Spark LocalFS#

class onetl.connection.file_df_connection.spark_local_fs.SparkLocalFS(*, spark: SparkSession)#

Spark connection to local filesystem. support_hooks

Based on Spark Generic File Data Source.

Warning

To use SparkLocalFS connector you should have PySpark installed (or injected to sys.path) BEFORE creating the connector instance.

You can install PySpark as follows:

pip install onetl[spark]  # latest PySpark version

# or
pip install onetl pyspark=3.5.0  # pass specific PySpark version

See Spark installation instruction for more details.

Warning

Currently supports only Spark sessions created with option spark.master: local.

Note

Supports only reading files as Spark DataFrame and writing DataFrame to files.

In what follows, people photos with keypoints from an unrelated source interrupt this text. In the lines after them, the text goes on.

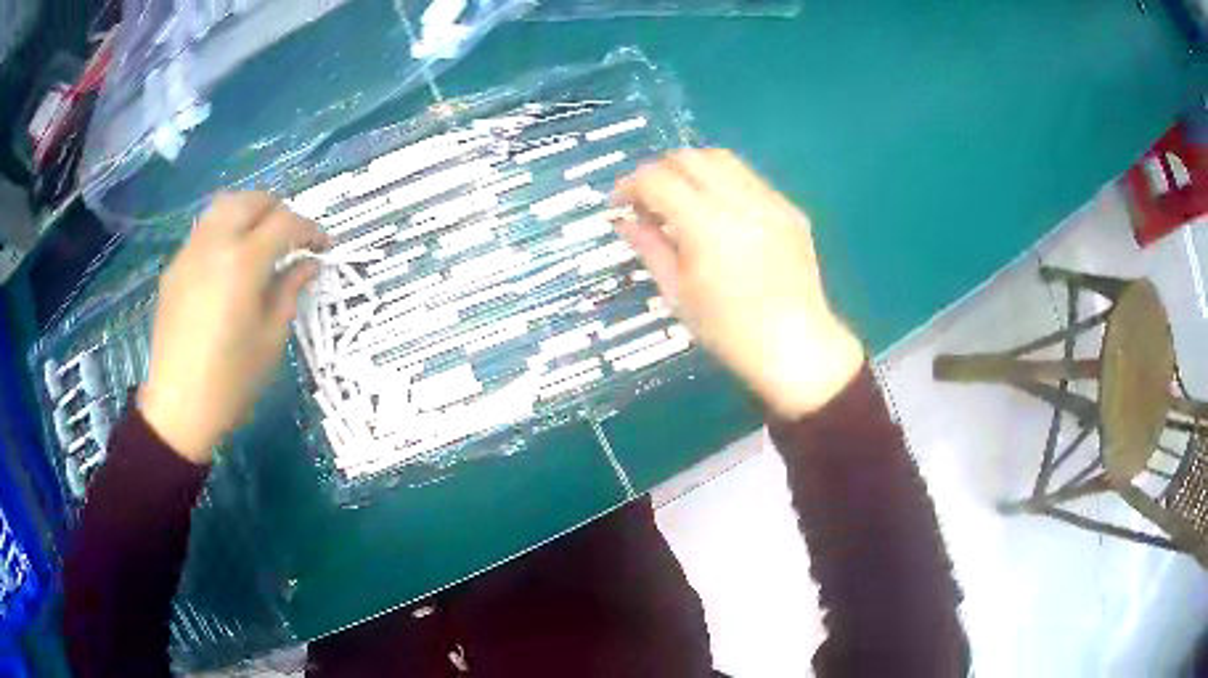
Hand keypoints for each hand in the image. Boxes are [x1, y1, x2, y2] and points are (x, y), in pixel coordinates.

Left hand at [139, 192, 326, 462]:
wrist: (178, 407)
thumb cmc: (231, 381)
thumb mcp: (271, 339)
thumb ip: (289, 291)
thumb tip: (308, 264)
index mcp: (244, 262)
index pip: (286, 223)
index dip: (311, 230)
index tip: (325, 247)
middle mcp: (215, 243)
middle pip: (252, 200)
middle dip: (279, 210)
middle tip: (292, 238)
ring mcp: (190, 252)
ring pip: (224, 206)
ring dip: (249, 212)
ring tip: (261, 239)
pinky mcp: (174, 267)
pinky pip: (204, 231)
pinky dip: (225, 231)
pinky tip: (229, 263)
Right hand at [614, 149, 863, 418]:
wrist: (796, 347)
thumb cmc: (729, 331)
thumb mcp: (678, 293)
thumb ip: (649, 248)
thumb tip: (624, 220)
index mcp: (706, 225)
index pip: (657, 179)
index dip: (630, 185)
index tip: (619, 203)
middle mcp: (740, 201)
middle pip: (689, 157)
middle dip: (660, 171)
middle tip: (648, 200)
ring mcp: (771, 201)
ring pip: (722, 159)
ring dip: (693, 170)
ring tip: (683, 200)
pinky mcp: (790, 210)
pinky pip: (750, 179)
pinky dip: (725, 184)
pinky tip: (721, 214)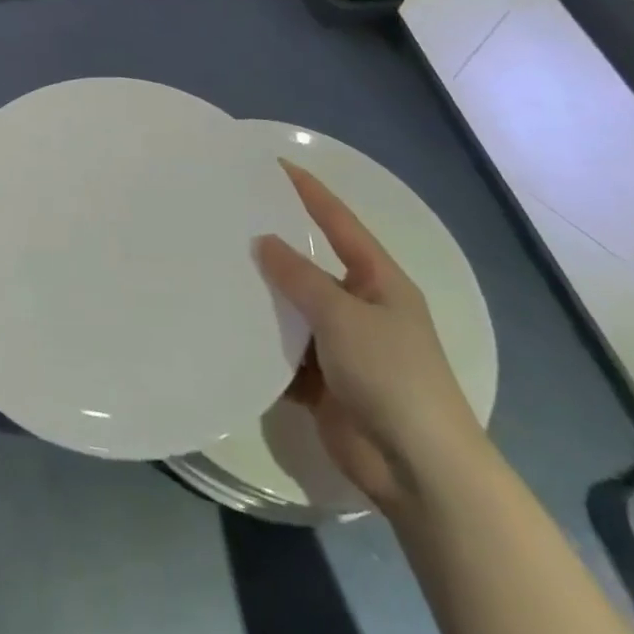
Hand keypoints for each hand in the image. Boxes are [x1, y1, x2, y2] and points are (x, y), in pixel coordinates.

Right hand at [253, 160, 486, 514]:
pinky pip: (283, 350)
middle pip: (310, 265)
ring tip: (214, 267)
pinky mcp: (322, 381)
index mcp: (379, 281)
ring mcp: (341, 346)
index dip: (310, 192)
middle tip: (227, 218)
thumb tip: (262, 240)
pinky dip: (260, 342)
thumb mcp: (344, 315)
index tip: (274, 164)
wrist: (419, 470)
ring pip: (292, 309)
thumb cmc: (393, 376)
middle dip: (274, 245)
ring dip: (262, 296)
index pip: (340, 223)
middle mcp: (360, 307)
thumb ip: (300, 277)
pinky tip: (223, 325)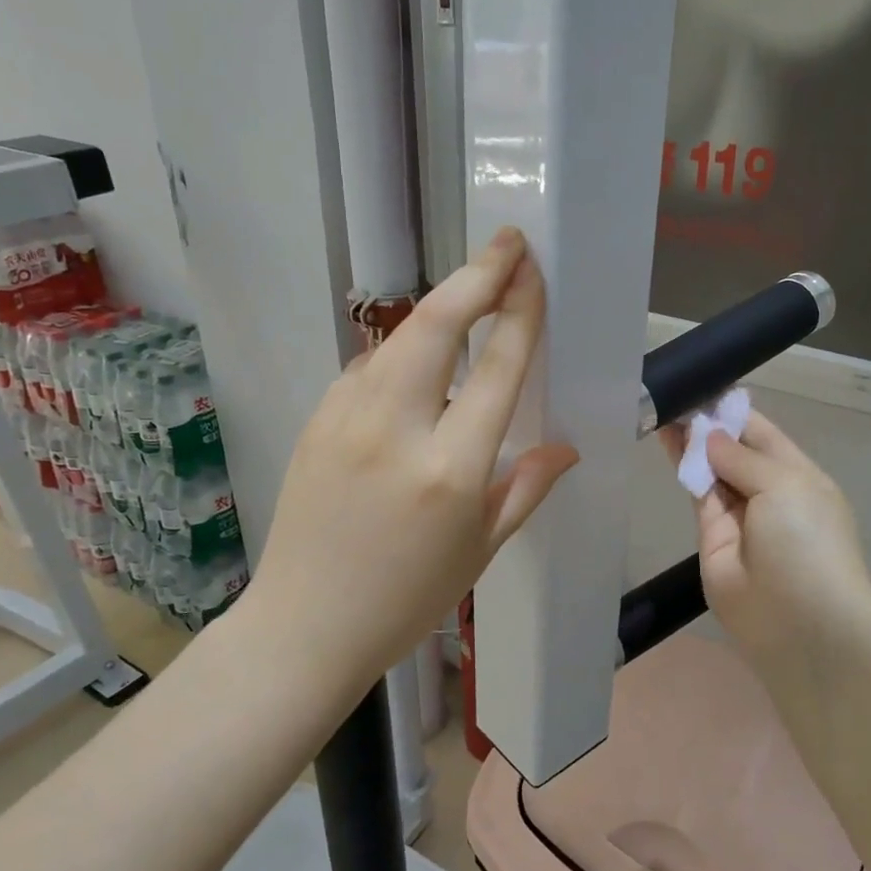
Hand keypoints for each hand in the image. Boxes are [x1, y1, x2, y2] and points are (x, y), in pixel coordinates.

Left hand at [245, 229, 576, 693]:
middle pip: (436, 325)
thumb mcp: (481, 549)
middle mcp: (396, 430)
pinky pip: (370, 368)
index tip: (532, 272)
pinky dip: (404, 352)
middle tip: (508, 245)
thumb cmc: (407, 598)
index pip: (495, 369)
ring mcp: (345, 419)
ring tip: (473, 293)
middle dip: (477, 275)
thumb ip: (526, 488)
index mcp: (449, 470)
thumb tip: (566, 446)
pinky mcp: (316, 420)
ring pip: (399, 338)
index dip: (519, 312)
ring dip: (440, 308)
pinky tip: (421, 364)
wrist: (304, 625)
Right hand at [661, 410, 870, 669]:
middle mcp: (770, 493)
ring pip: (711, 470)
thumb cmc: (807, 542)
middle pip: (734, 451)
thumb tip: (708, 435)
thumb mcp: (786, 485)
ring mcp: (739, 516)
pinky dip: (682, 468)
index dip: (734, 412)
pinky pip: (697, 494)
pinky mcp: (710, 537)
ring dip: (690, 442)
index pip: (763, 434)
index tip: (703, 386)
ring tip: (662, 408)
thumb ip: (742, 457)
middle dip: (708, 425)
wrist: (797, 623)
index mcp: (800, 476)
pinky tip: (665, 439)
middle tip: (674, 393)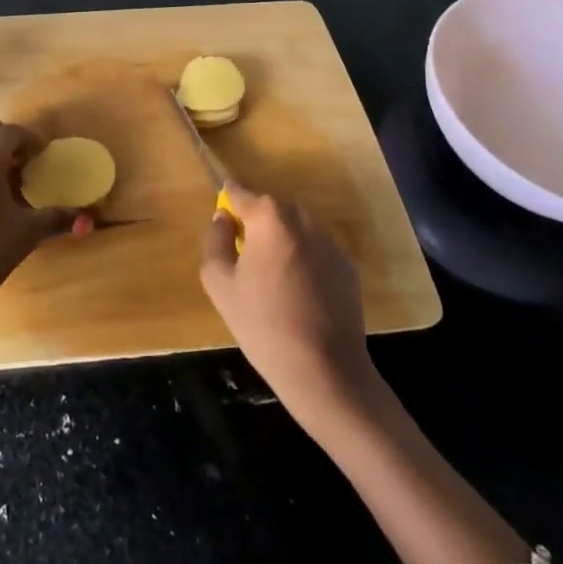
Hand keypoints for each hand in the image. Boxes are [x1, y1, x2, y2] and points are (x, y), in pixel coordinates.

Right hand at [200, 187, 379, 432]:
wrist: (325, 370)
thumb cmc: (263, 323)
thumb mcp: (219, 283)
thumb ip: (214, 239)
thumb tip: (223, 219)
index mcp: (269, 217)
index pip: (240, 192)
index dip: (228, 202)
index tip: (223, 221)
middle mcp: (303, 219)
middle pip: (271, 209)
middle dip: (256, 225)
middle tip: (245, 260)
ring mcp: (330, 242)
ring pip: (295, 229)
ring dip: (282, 242)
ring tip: (273, 280)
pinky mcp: (347, 266)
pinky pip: (316, 250)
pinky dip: (304, 260)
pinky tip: (299, 295)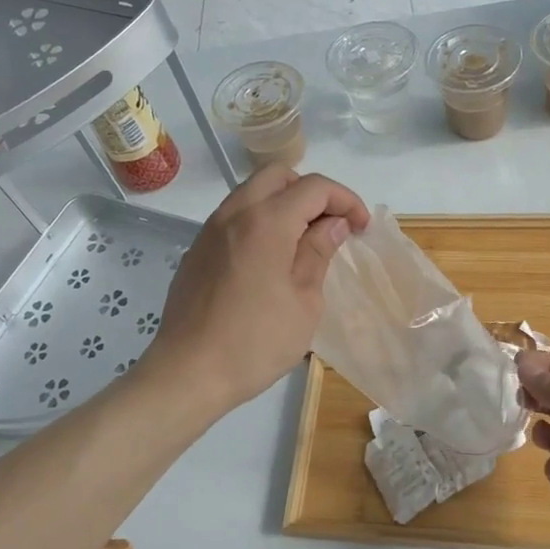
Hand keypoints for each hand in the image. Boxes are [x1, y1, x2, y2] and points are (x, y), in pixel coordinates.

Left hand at [147, 166, 369, 416]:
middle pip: (278, 175)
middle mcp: (234, 213)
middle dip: (312, 192)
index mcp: (266, 222)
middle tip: (331, 225)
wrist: (187, 373)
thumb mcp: (304, 301)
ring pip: (252, 192)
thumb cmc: (255, 342)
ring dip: (283, 204)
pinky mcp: (197, 251)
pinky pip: (234, 217)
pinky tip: (270, 259)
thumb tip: (333, 224)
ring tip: (304, 241)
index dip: (345, 200)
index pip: (314, 187)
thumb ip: (318, 253)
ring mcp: (210, 230)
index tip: (361, 227)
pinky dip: (259, 221)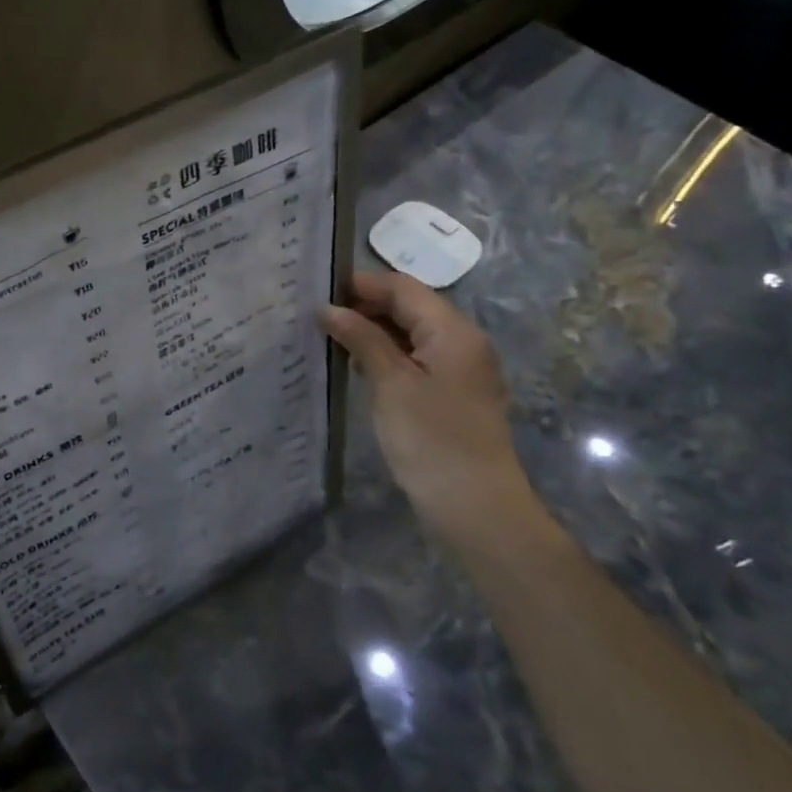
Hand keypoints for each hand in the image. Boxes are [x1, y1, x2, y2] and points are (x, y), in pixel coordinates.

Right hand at [321, 271, 543, 544]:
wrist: (475, 507)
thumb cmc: (431, 438)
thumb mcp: (390, 383)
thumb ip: (361, 338)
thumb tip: (328, 308)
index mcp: (452, 331)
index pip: (403, 288)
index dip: (360, 284)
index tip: (317, 291)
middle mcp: (461, 341)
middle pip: (409, 307)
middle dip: (364, 306)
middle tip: (316, 316)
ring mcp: (458, 369)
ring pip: (410, 333)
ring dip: (372, 331)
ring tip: (328, 338)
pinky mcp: (450, 393)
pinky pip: (414, 358)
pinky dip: (384, 354)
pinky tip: (355, 365)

Does NOT support file operations, like create, delete, rename, etc.

Parameters:
sparkpyspark.sql.SparkSession

Spark session

Examples

from onetl.connection import SparkLocalFS
from pyspark.sql import SparkSession

# create Spark session
spark = SparkSession.builder.master("local").appName("spark-app-name").getOrCreate()

# create connection
local_fs = SparkLocalFS(spark=spark).check()
check()#

Check source availability. support_hooks

If not, an exception will be raised.

Returns:
Connection itself
Raises:
RuntimeError

If the connection is not available

Examples

connection.check()